-- INPUT RECORDS --
'''

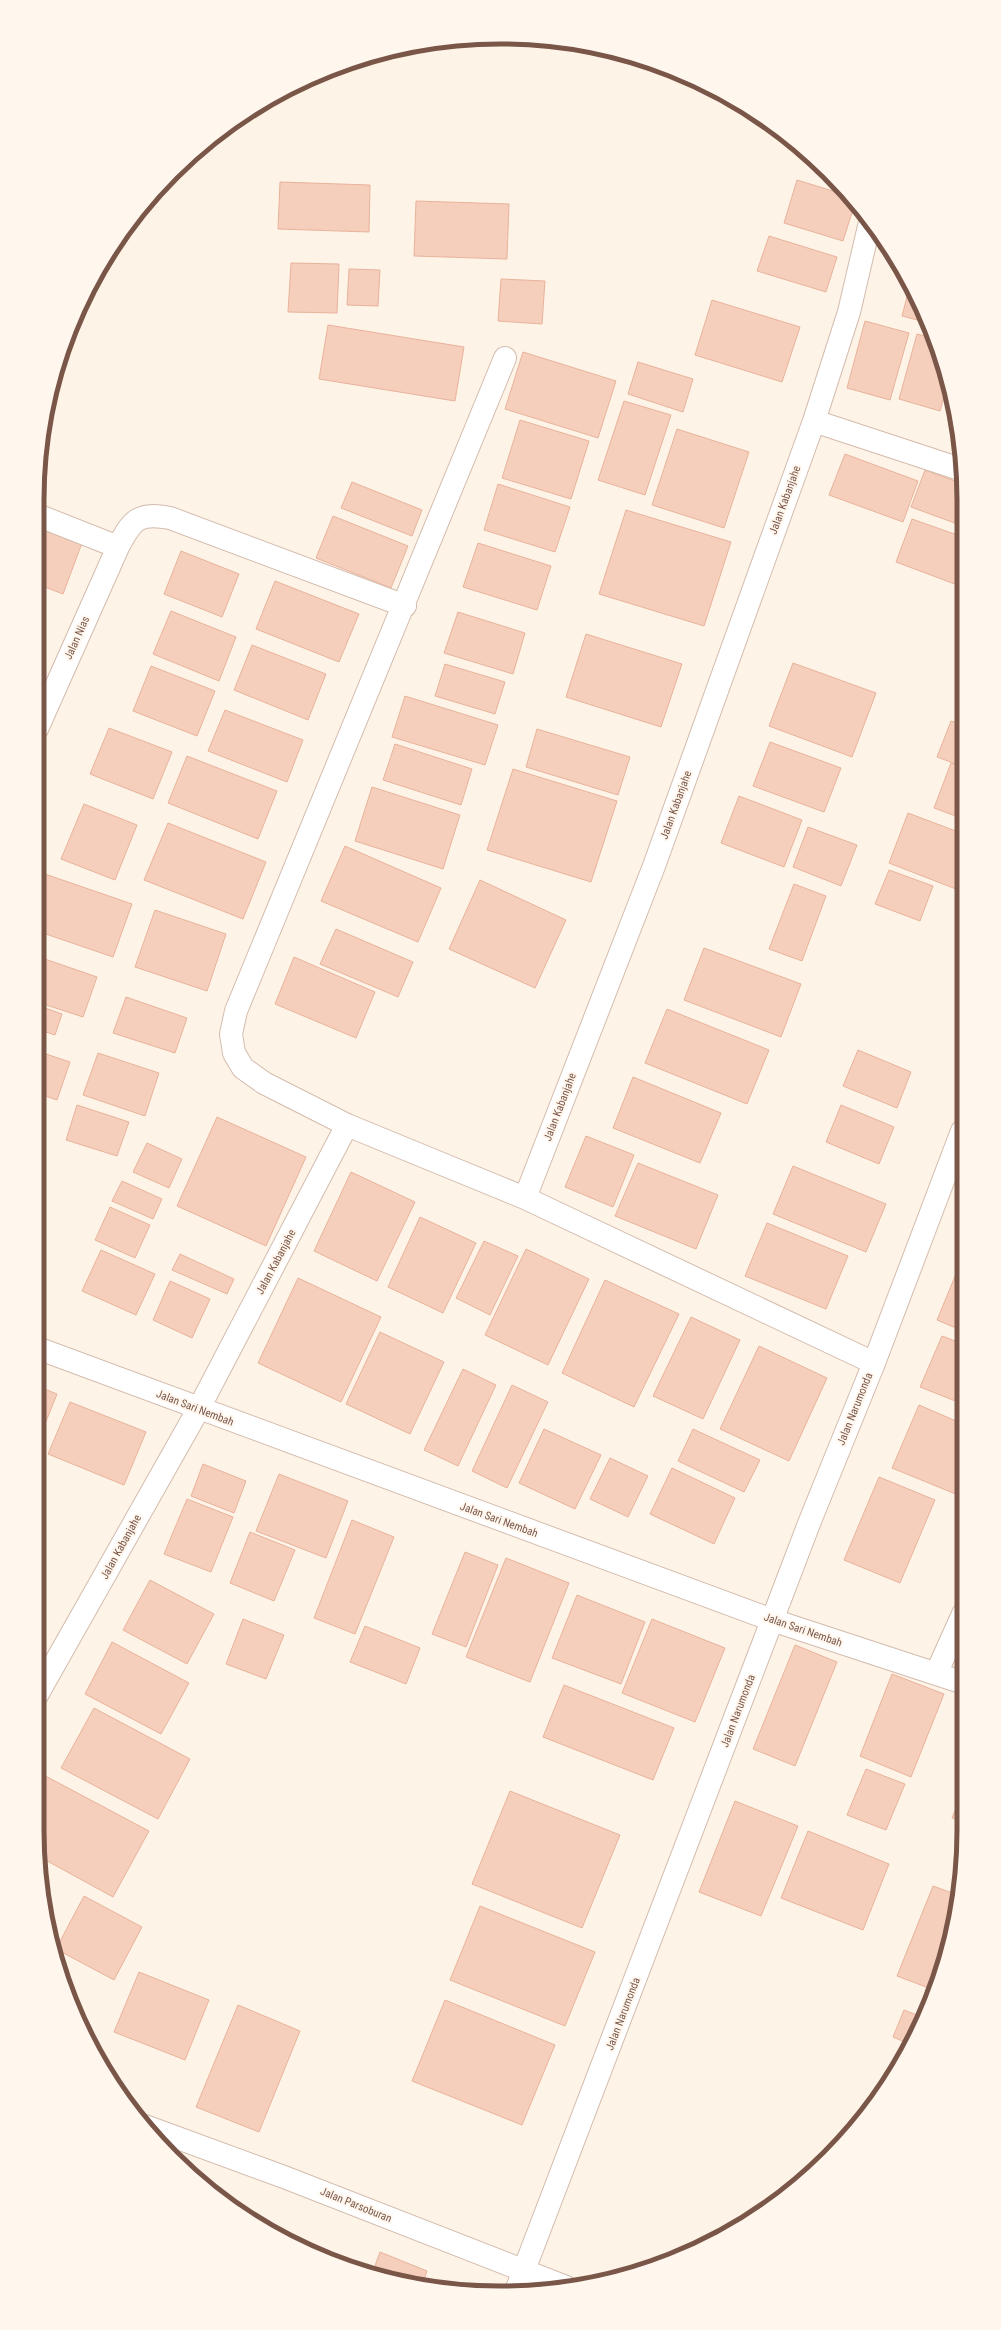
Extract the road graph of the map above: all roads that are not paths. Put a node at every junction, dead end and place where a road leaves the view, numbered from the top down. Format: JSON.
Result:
{"nodes":[{"id":1,"x":868,"y":230,"type":"edge"},
{"id":2,"x":506,"y":358,"type":"dead end"},
{"id":3,"x":814,"y":421,"type":"junction"},
{"id":4,"x":956,"y":468,"type":"edge"},
{"id":5,"x":44,"y":518,"type":"edge"},
{"id":6,"x":118,"y":547,"type":"junction"},
{"id":7,"x":405,"y":606,"type":"junction"},
{"id":8,"x":44,"y":713,"type":"edge"},
{"id":9,"x":347,"y":1124,"type":"junction"},
{"id":10,"x":957,"y":1144,"type":"edge"},
{"id":11,"x":525,"y":1198,"type":"junction"},
{"id":12,"x":44,"y":1351,"type":"edge"},
{"id":13,"x":874,"y":1363,"type":"junction"},
{"id":14,"x":198,"y":1410,"type":"junction"},
{"id":15,"x":772,"y":1620,"type":"junction"},
{"id":16,"x":957,"y":1627,"type":"edge"},
{"id":17,"x":936,"y":1674,"type":"junction"},
{"id":18,"x":957,"y":1681,"type":"edge"},
{"id":19,"x":44,"y":1683,"type":"edge"},
{"id":20,"x":158,"y":2131,"type":"edge"},
{"id":21,"x":523,"y":2272,"type":"junction"},
{"id":22,"x":554,"y":2283,"type":"edge"},
{"id":23,"x":518,"y":2285,"type":"edge"}],
"edges":[{"from":1,"to":3,"type":"street","name":"Jalan Kabanjahe"},
{"from":2,"to":7,"type":"street"},
{"from":3,"to":4,"type":"street"},
{"from":3,"to":11,"type":"street","name":"Jalan Kabanjahe"},
{"from":5,"to":6,"type":"street"},
{"from":6,"to":7,"type":"street","name":"Jalan Nias"},
{"from":6,"to":8,"type":"street","name":"Jalan Nias"},
{"from":7,"to":9,"type":"street"},
{"from":9,"to":11,"type":"street"},
{"from":9,"to":14,"type":"street","name":"Jalan Kabanjahe"},
{"from":10,"to":13,"type":"street","name":"Jalan Narumonda"},
{"from":11,"to":13,"type":"street"},
{"from":12,"to":14,"type":"street","name":"Jalan Sari Nembah"},
{"from":13,"to":15,"type":"street","name":"Jalan Narumonda"},
{"from":14,"to":15,"type":"street","name":"Jalan Sari Nembah"},
{"from":14,"to":19,"type":"street","name":"Jalan Kabanjahe"},
{"from":15,"to":17,"type":"street","name":"Jalan Sari Nembah"},
{"from":15,"to":21,"type":"street","name":"Jalan Narumonda"},
{"from":16,"to":17,"type":"street"},
{"from":17,"to":18,"type":"street","name":"Jalan Sari Nembah"},
{"from":20,"to":21,"type":"street","name":"Jalan Parsoburan"},
{"from":21,"to":22,"type":"street","name":"Jalan Parsoburan"},
{"from":21,"to":23,"type":"street","name":"Jalan Narumonda"}]}
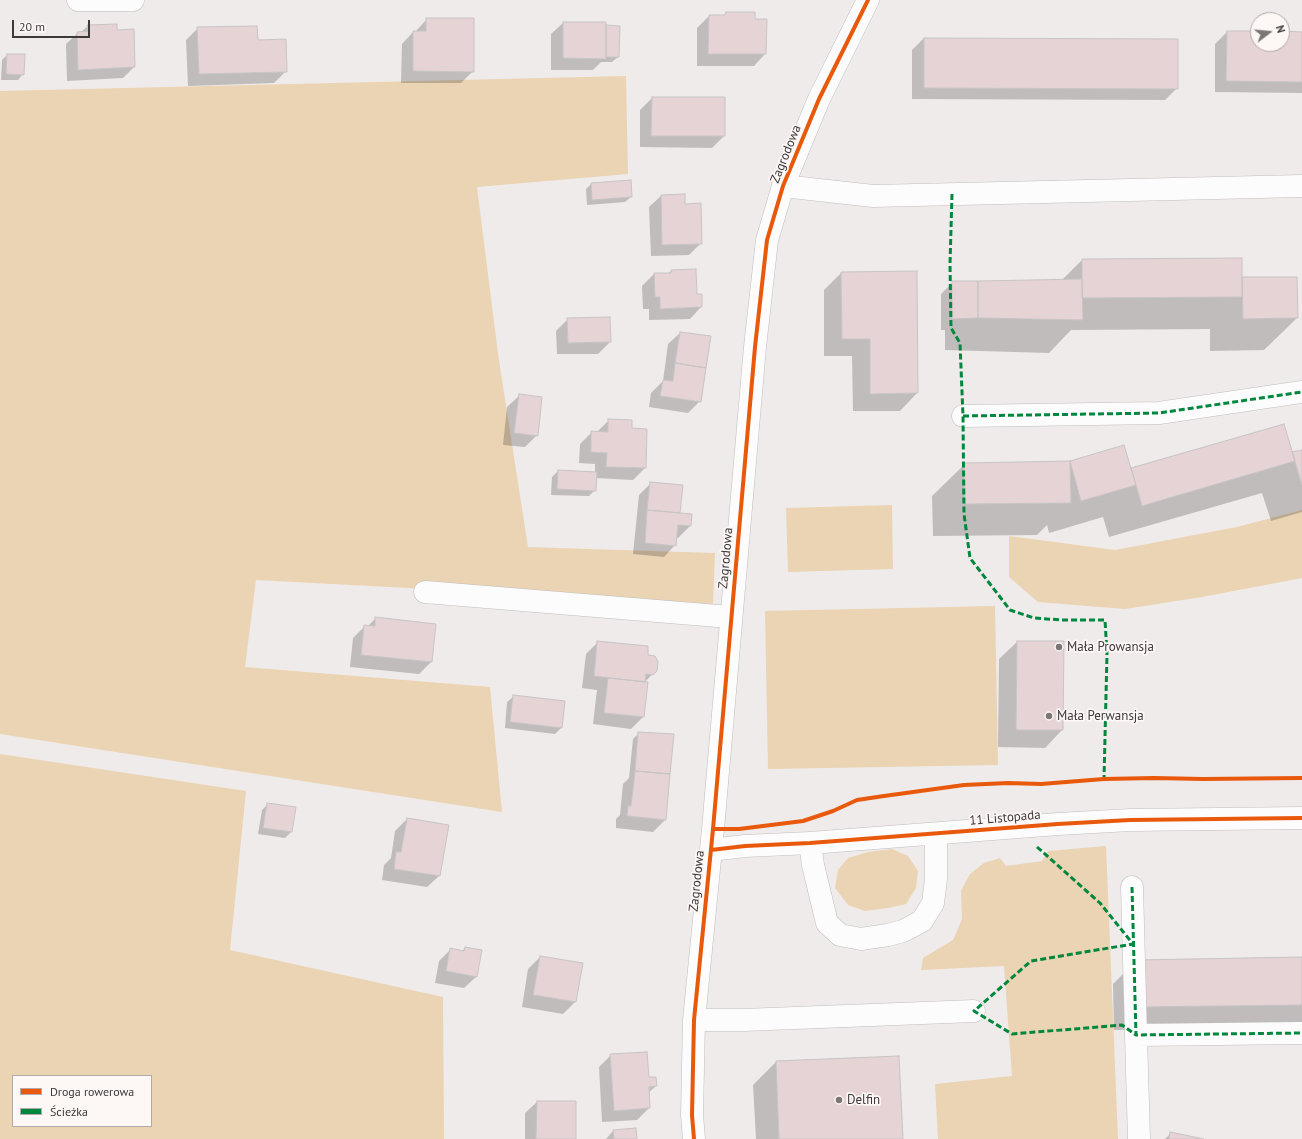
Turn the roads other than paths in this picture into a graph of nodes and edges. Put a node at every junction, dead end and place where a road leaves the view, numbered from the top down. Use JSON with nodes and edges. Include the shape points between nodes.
{"nodes":[{"id":1,"x":78,"y":0,"type":"edge"},
{"id":2,"x":133,"y":0,"type":"edge"},
{"id":3,"x":868,"y":0,"type":"edge"},
{"id":4,"x":783,"y":186,"type":"junction"},
{"id":5,"x":1302,"y":186,"type":"edge"},
{"id":6,"x":1302,"y":392,"type":"edge"},
{"id":7,"x":963,"y":416,"type":"dead end"},
{"id":8,"x":426,"y":592,"type":"dead end"},
{"id":9,"x":730,"y":617,"type":"junction"},
{"id":10,"x":1302,"y":818,"type":"edge"},
{"id":11,"x":936,"y":834,"type":"junction"},
{"id":12,"x":810,"y":843,"type":"junction"},
{"id":13,"x":710,"y":850,"type":"junction"},
{"id":14,"x":1132,"y":887,"type":"dead end"},
{"id":15,"x":974,"y":1011,"type":"dead end"},
{"id":16,"x":694,"y":1020,"type":"junction"},
{"id":17,"x":1302,"y":1033,"type":"edge"},
{"id":18,"x":1136,"y":1035,"type":"junction"},
{"id":19,"x":694,"y":1139,"type":"edge"},
{"id":20,"x":1139,"y":1139,"type":"edge"}],
"edges":[{"from":1,"to":2,"type":"street"},
{"from":3,"to":4,"type":"street","name":"Zagrodowa","via":[[820,99]]},
{"from":4,"to":5,"type":"street","via":[[873,196]]},
{"from":4,"to":9,"type":"street","name":"Zagrodowa","via":[[767,240]]},
{"from":6,"to":7,"type":"street","via":[[1159,413]]},
{"from":8,"to":9,"type":"street"},
{"from":9,"to":13,"type":"street","name":"Zagrodowa"},
{"from":10,"to":11,"type":"street","name":"11 Listopada","via":[[1130,820]]},
{"from":11,"to":12,"type":"street","name":"11 Listopada"},
{"from":11,"to":12,"type":"street","via":[[933,903],[922,921],[903,931],[861,940],[840,936],[827,923]]},
{"from":12,"to":13,"type":"street","name":"11 Listopada"},
{"from":13,"to":16,"type":"street","name":"Zagrodowa"},
{"from":14,"to":18,"type":"street"},
{"from":15,"to":16,"type":"street"},
{"from":16,"to":19,"type":"street","name":"Zagrodowa"},
{"from":17,"to":18,"type":"street"},
{"from":18,"to":20,"type":"street"}]}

'''

-- YOUR TASK --
The lines above that include "Kabanjahe" should each be listed.

-- RESULT BELOW --
"edges":[{"from":1,"to":3,"type":"street","name":"Jalan Kabanjahe"},
{"from":3,"to":11,"type":"street","name":"Jalan Kabanjahe"},
{"from":9,"to":14,"type":"street","name":"Jalan Kabanjahe"},
{"from":14,"to":19,"type":"street","name":"Jalan Kabanjahe"},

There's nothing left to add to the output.